Go through the data below and retype all of it exactly.
◆ ◆ ◆ ◆ ◆ ◆ ◆
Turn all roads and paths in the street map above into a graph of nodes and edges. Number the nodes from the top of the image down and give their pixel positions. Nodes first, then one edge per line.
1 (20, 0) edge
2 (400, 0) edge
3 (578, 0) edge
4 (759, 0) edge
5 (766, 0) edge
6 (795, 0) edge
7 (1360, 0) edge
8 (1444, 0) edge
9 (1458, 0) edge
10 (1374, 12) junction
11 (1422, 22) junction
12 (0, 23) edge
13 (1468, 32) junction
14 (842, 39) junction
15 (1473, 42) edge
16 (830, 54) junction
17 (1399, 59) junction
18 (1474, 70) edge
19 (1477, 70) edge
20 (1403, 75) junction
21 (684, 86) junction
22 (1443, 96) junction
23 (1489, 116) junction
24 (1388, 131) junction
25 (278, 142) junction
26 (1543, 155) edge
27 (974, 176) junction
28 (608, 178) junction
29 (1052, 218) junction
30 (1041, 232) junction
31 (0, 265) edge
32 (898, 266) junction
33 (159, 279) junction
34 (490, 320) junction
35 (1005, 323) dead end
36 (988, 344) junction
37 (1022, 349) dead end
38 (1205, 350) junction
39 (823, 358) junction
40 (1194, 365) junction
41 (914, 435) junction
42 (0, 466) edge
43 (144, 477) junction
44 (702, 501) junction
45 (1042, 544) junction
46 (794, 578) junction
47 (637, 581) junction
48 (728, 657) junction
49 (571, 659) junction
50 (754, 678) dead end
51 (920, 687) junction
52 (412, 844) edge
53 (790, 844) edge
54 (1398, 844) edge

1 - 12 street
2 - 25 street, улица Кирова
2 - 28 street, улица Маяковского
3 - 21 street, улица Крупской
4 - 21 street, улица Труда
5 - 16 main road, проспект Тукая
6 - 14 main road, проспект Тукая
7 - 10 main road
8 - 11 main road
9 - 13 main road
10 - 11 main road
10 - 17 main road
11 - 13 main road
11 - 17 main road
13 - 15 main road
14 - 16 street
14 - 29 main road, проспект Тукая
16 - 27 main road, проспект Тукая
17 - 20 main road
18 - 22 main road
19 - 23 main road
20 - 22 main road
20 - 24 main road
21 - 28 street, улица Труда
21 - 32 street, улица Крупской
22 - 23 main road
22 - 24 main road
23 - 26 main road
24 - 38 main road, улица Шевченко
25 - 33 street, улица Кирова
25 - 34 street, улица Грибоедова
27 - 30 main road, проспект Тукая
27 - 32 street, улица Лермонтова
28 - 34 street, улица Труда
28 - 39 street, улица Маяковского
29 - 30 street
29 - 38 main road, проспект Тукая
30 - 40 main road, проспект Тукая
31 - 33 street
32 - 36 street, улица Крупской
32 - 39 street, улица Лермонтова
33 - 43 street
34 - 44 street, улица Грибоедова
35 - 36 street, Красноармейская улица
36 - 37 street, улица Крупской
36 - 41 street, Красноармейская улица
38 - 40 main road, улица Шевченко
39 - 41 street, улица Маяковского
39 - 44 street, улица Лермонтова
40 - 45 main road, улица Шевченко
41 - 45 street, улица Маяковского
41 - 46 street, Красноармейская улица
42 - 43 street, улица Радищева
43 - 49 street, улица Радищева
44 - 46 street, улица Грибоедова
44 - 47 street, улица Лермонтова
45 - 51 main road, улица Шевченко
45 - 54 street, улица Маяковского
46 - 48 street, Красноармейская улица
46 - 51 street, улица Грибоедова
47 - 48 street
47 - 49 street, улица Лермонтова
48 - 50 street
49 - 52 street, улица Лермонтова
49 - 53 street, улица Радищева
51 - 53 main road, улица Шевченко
◆ ◆ ◆ ◆ ◆ ◆ ◆
> Worked solution
Turn all roads and paths in the street map above into a graph of nodes and edges. Number the nodes from the top of the image down and give their pixel positions. Nodes first, then one edge per line.
1 (20, 0) edge
2 (400, 0) edge
3 (578, 0) edge
4 (759, 0) edge
5 (766, 0) edge
6 (795, 0) edge
7 (1360, 0) edge
8 (1444, 0) edge
9 (1458, 0) edge
10 (1374, 12) junction
11 (1422, 22) junction
12 (0, 23) edge
13 (1468, 32) junction
14 (842, 39) junction
15 (1473, 42) edge
16 (830, 54) junction
17 (1399, 59) junction
18 (1474, 70) edge
19 (1477, 70) edge
20 (1403, 75) junction
21 (684, 86) junction
22 (1443, 96) junction
23 (1489, 116) junction
24 (1388, 131) junction
25 (278, 142) junction
26 (1543, 155) edge
27 (974, 176) junction
28 (608, 178) junction
29 (1052, 218) junction
30 (1041, 232) junction
31 (0, 265) edge
32 (898, 266) junction
33 (159, 279) junction
34 (490, 320) junction
35 (1005, 323) dead end
36 (988, 344) junction
37 (1022, 349) dead end
38 (1205, 350) junction
39 (823, 358) junction
40 (1194, 365) junction
41 (914, 435) junction
42 (0, 466) edge
43 (144, 477) junction
44 (702, 501) junction
45 (1042, 544) junction
46 (794, 578) junction
47 (637, 581) junction
48 (728, 657) junction
49 (571, 659) junction
50 (754, 678) dead end
51 (920, 687) junction
52 (412, 844) edge
53 (790, 844) edge
54 (1398, 844) edge

1 - 12 street
2 - 25 street, улица Кирова
2 - 28 street, улица Маяковского
3 - 21 street, улица Крупской
4 - 21 street, улица Труда
5 - 16 main road, проспект Тукая
6 - 14 main road, проспект Тукая
7 - 10 main road
8 - 11 main road
9 - 13 main road
10 - 11 main road
10 - 17 main road
11 - 13 main road
11 - 17 main road
13 - 15 main road
14 - 16 street
14 - 29 main road, проспект Тукая
16 - 27 main road, проспект Тукая
17 - 20 main road
18 - 22 main road
19 - 23 main road
20 - 22 main road
20 - 24 main road
21 - 28 street, улица Труда
21 - 32 street, улица Крупской
22 - 23 main road
22 - 24 main road
23 - 26 main road
24 - 38 main road, улица Шевченко
25 - 33 street, улица Кирова
25 - 34 street, улица Грибоедова
27 - 30 main road, проспект Тукая
27 - 32 street, улица Лермонтова
28 - 34 street, улица Труда
28 - 39 street, улица Маяковского
29 - 30 street
29 - 38 main road, проспект Тукая
30 - 40 main road, проспект Тукая
31 - 33 street
32 - 36 street, улица Крупской
32 - 39 street, улица Лермонтова
33 - 43 street
34 - 44 street, улица Грибоедова
35 - 36 street, Красноармейская улица
36 - 37 street, улица Крупской
36 - 41 street, Красноармейская улица
38 - 40 main road, улица Шевченко
39 - 41 street, улица Маяковского
39 - 44 street, улица Лермонтова
40 - 45 main road, улица Шевченко
41 - 45 street, улица Маяковского
41 - 46 street, Красноармейская улица
42 - 43 street, улица Радищева
43 - 49 street, улица Радищева
44 - 46 street, улица Грибоедова
44 - 47 street, улица Лермонтова
45 - 51 main road, улица Шевченко
45 - 54 street, улица Маяковского
46 - 48 street, Красноармейская улица
46 - 51 street, улица Грибоедова
47 - 48 street
47 - 49 street, улица Лермонтова
48 - 50 street
49 - 52 street, улица Лермонтова
49 - 53 street, улица Радищева
51 - 53 main road, улица Шевченко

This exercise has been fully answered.